兵庫県のズワイガニの漁獲量は、1970(昭和45)年頃までは全国3位、5千tの水揚を誇っていたが、その後減少を続け1988(昭和63)年を境に、石川県、福井県、鳥取県に追い抜かれ、1992(平成4)年の漁獲量は約300tにまで落ち込んだ。ところが、1995(平成7)年11月~1996(平成8)年3月の漁期において、漁獲量が403tとなり、5年ぶりに400tを超えて好漁となった。ズワイガニの資源回復を図るため、沈船魚礁による保護区域を設け、大和堆や北海道からの移殖放流を実施したことや、漁期の短縮や若齢ガニの再放流等に取り組んできた成果が現れ始めたと考えられた(拓水473号)。

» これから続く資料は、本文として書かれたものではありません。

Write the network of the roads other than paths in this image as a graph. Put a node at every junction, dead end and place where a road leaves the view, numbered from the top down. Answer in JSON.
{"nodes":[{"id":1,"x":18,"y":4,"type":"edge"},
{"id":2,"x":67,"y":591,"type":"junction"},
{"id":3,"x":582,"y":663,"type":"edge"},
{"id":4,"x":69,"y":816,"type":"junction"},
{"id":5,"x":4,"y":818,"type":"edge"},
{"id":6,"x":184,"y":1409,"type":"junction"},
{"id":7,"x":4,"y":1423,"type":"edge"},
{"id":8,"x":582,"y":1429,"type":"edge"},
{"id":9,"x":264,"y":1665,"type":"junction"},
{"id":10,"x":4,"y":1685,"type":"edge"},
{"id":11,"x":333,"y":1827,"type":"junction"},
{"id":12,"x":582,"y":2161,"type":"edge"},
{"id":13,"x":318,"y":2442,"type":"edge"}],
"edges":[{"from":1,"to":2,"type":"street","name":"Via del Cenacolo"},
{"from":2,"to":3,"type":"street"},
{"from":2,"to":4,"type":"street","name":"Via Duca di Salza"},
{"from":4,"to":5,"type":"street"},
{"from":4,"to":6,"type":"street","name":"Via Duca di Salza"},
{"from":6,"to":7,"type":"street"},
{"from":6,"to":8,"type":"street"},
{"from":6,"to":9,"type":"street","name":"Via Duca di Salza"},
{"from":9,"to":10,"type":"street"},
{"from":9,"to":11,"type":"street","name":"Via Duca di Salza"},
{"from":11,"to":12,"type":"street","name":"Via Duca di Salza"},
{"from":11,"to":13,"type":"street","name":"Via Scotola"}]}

1998(平成10)年11月から翌年3月までの漁期において、ズワイガニの漁獲量が15年ぶりに1,000t台に回復した。ただし、漁獲の主体が雌ガニや水ガニに偏っていて、漁獲金額が頭打ちになっていたことから、県但馬水産事務所から水ガニの漁獲管理についての提案が示された。まず、これまで雄ガニは生涯成長を続けると考えられてきたが、1998年時点で、雄にも性成熟を伴う生涯最後の「最終脱皮」が存在することがわかったことから、最終脱皮から1年以上経過したものを「かたガニ」、漁期直前に脱皮したものを「みずガニ」と定義づけた。そして「水ガニ」の漁獲管理として、①身入りを考慮して漁期を遅らせる、②水揚サイズを現行の甲幅9㎝からさらに大きくする、といったアイデアのもと、今後も漁業者と共に資源管理について検討していきたいとの意見が示された(拓水511号)。

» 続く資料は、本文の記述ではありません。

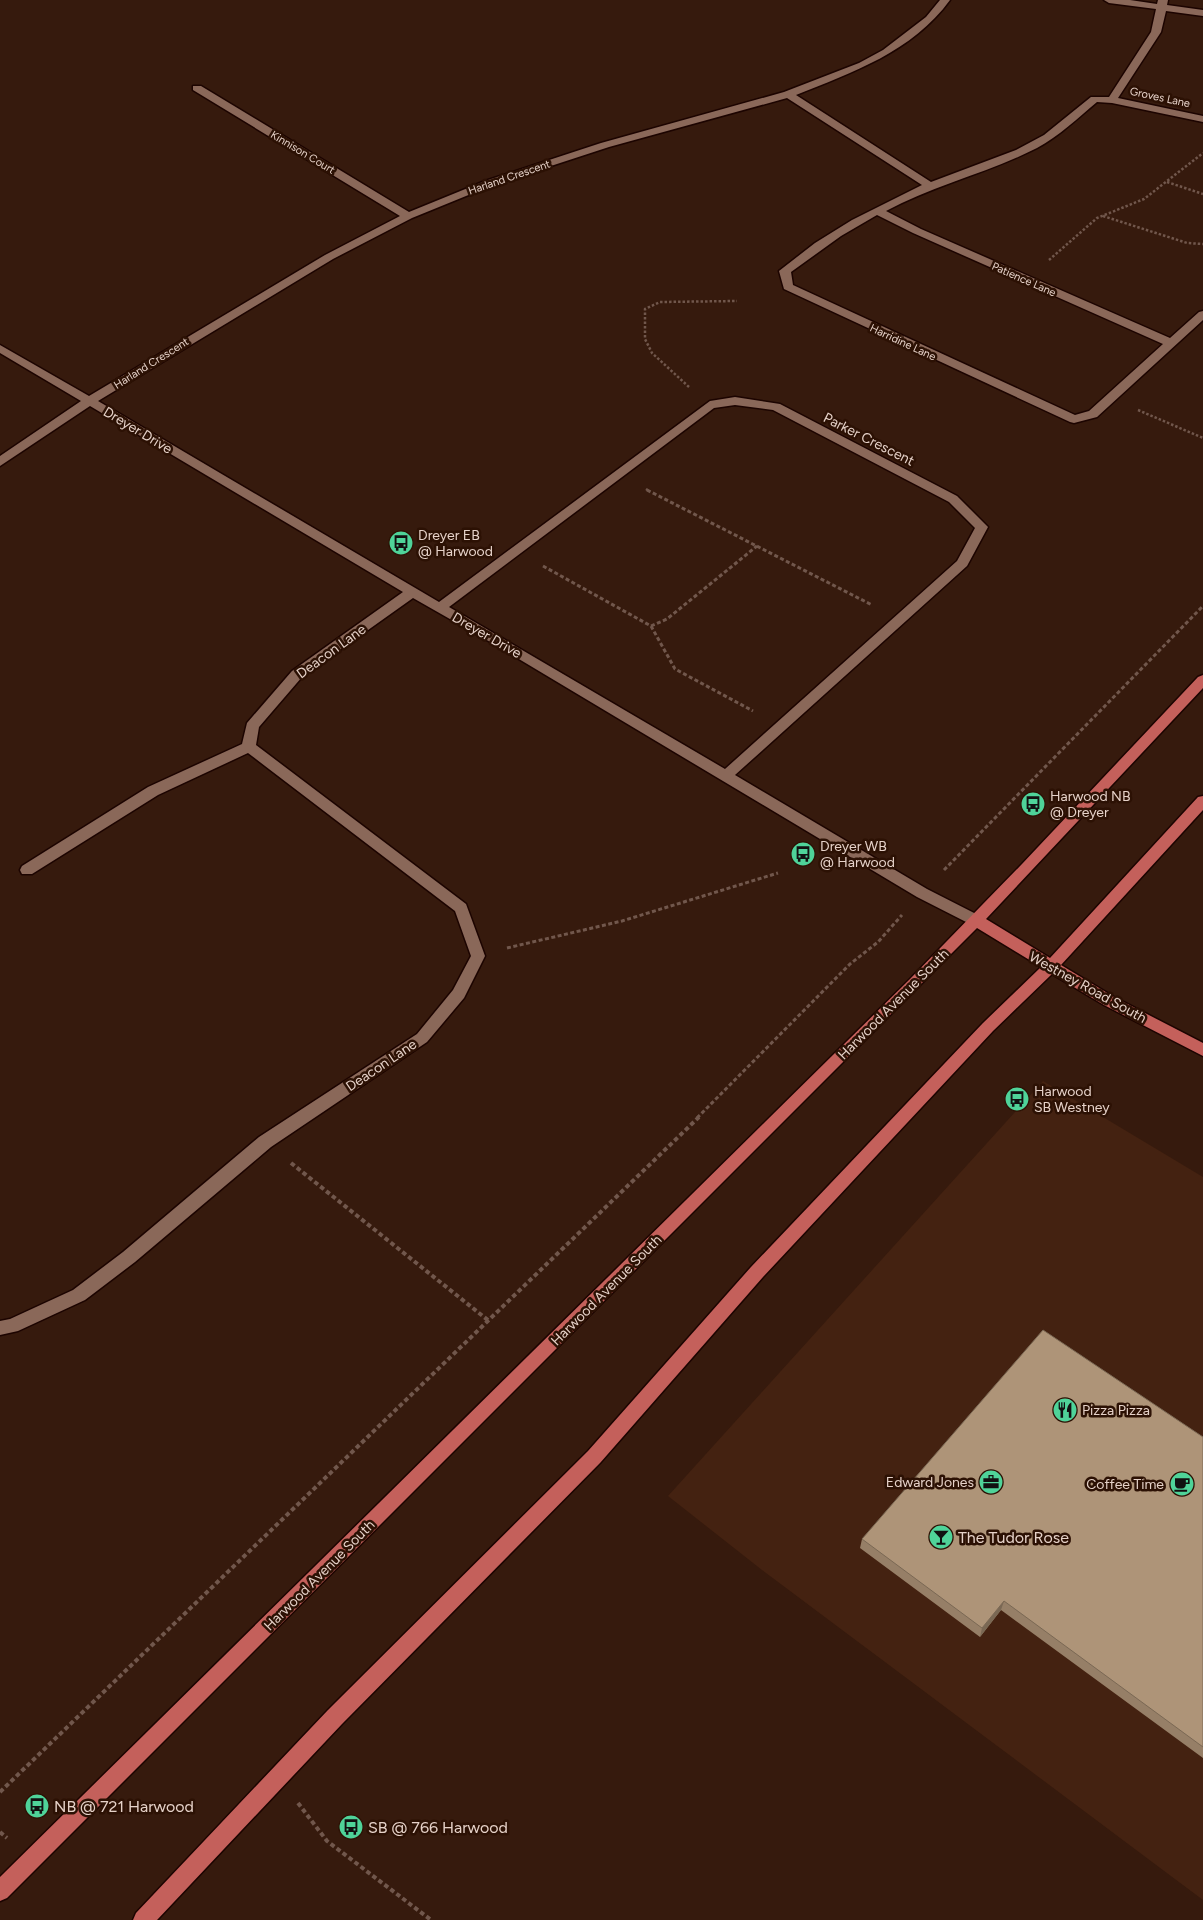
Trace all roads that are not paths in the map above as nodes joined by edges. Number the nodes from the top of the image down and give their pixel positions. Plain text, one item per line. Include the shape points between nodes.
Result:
1 (945, 0) edge
2 (1109, 0) edge
3 (1162, 4) edge
4 (1203, 13) edge
5 (197, 88) dead end
6 (788, 94) junction
7 (1112, 100) junction
8 (1203, 119) edge
9 (931, 186) junction
10 (878, 211) junction
11 (408, 216) junction
12 (1203, 314) edge
13 (1171, 343) junction
14 (0, 348) edge
15 (90, 402) junction
16 (0, 462) edge
17 (412, 592) junction
18 (440, 608) junction
19 (1203, 680) edge
20 (249, 747) junction
21 (726, 776) junction
22 (1203, 800) edge
23 (27, 870) dead end
24 (975, 920) junction
25 (1050, 967) junction
26 (1203, 1050) edge
27 (0, 1328) edge
28 (0, 1891) edge
29 (143, 1920) edge

1 - 6 street, Harland Crescent via 929,18 887,52 863,65
2 - 3 street
3 - 4 street
3 - 7 street via 1156,32
5 - 11 street, Kinnison Court
6 - 9 street
6 - 11 street, Harland Crescent via 605,145 489,183
7 - 8 street, Groves Lane
7 - 9 street, Harridine Lane via 1096,99 1047,137 999,162
9 - 10 street, Harridine Lane
10 - 13 street, Patience Lane
10 - 13 street, Harridine Lane via 808,253 785,271 788,287 1074,420 1094,414
11 - 15 street, Harland Crescent via 329,257
12 - 13 street, Harridine Lane
14 - 15 street, Dreyer Drive
15 - 16 street, Harland Crescent
15 - 17 street, Dreyer Drive
17 - 18 street, Dreyer Drive
17 - 20 street, Deacon Lane via 297,674 252,726
18 - 21 street, Dreyer Drive
18 - 21 street, Parker Crescent via 710,405 735,401 776,407 953,499 982,527 962,563
19 - 24 main road, Harwood Avenue South
20 - 23 street via 153,791
20 - 27 street, Deacon Lane via 461,908 478,956 459,994 422,1038 265,1142 79,1295 12,1326
21 - 24 street, Dreyer Drive via 922,893
22 - 25 main road
24 - 25 main road, Westney Road South
24 - 28 main road, Harwood Avenue South via 901,998
25 - 26 main road, Westney Road South
25 - 29 main road via 988,1027 757,1272 594,1457 278,1777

ズワイガニの漁獲量は、1999(平成11)年11月~翌年3月の漁期において1,229tとなったが、そのうち雌ガニが46%を占めたことから、近年の雌ガニ漁獲割合の増加状況に警鐘が鳴らされた。雌の生活史をみると、成長した雌ガニは夏~秋に最終脱皮を行って成体となり、数日のうちに交尾して第1回目の産卵(抱卵)を行う。幼生は産卵から1年半後の2~3月にふ化する。幼生がふ化してから10日前後で、雌ガニは2回目の産卵を行う。2回目以降の産卵からは、幼生のふ化に要する期間が1年となり、生涯産卵回数は3~5回と考えられた。

なお、第2回目以降の産卵直前の交尾の必要性については、議論がある。雌ガニは抱卵している外卵がいらんの色によって、アカコとクロコに呼び分けられている。これは、産卵直後の外卵はオレンジ色をしているが、ふ化半年前の秋以降に卵内で幼生の発生が進んで、次第に黒みを帯びてくるためで、外卵がオレンジ色をした雌ガニをアカコ、茶褐色から黒紫色をした雌ガニをクロコと呼ぶのである。したがって、漁期中(11月上旬~翌年1月上旬)に漁獲されるアカコは、全て第1回目の産卵をした雌ガニであるといえる。1999年当時、アカコは自主規制で採捕を禁止していたが、翌年の漁期には漁獲対象になった。漁獲されたクロコの大半は、前年アカコであったカニで、これらは一度も再生産に加わることがなく一生を終えたことになる。そこで、県但馬水産事務所から、混獲されたアカコは、少なくとも1回は再生産に加わることができるように、保護水域に放流するべきであるとの提案がなされた(拓水530号)。

拓水535号には、1993(平成5)年4月発行の拓水438号で紹介された、ズワイガニ種苗生産試験の続報が掲載された。①ふ化したズワイガニの幼生が稚ガニになるまでには60~80日を要すること、②幼生の飼育には水槽内のゴミを取り除くことがポイントで、ゴミが幼生に付着すると死亡しやすいことが報告された。これらの課題を克服しなければ、大型水槽で大量の稚ガニを生産することができないと考えられたのである。

種苗生産試験によるズワイガニの稚ガニ
▲種苗生産試験によるズワイガニの稚ガニ

拓水728号には、当時の県水産課長から、ズワイガニの増殖場設置の経緯が報告されている。それによると、およそ20年前(1987年頃)に、香住沖にズワイガニの増殖場の設置を水産庁に要望した際、当時の漁場整備は沿岸漁場整備開発事業で行われていたため、沖合の整備は対象外であった。しかし、あきらめきれず、香住から寝台列車で水産庁へ向かい、担当班長に熱心に要望したところ、1年遅れで特例的に事業化が認められ、増殖場を設置することができた。同時に、山陰北陸の各府県においても一斉に整備が進み、その後も複数県で沖合漁場整備を国に要望した結果、2007(平成19)年にフロンティア漁場整備事業が創設され、20年来の願いが実現した。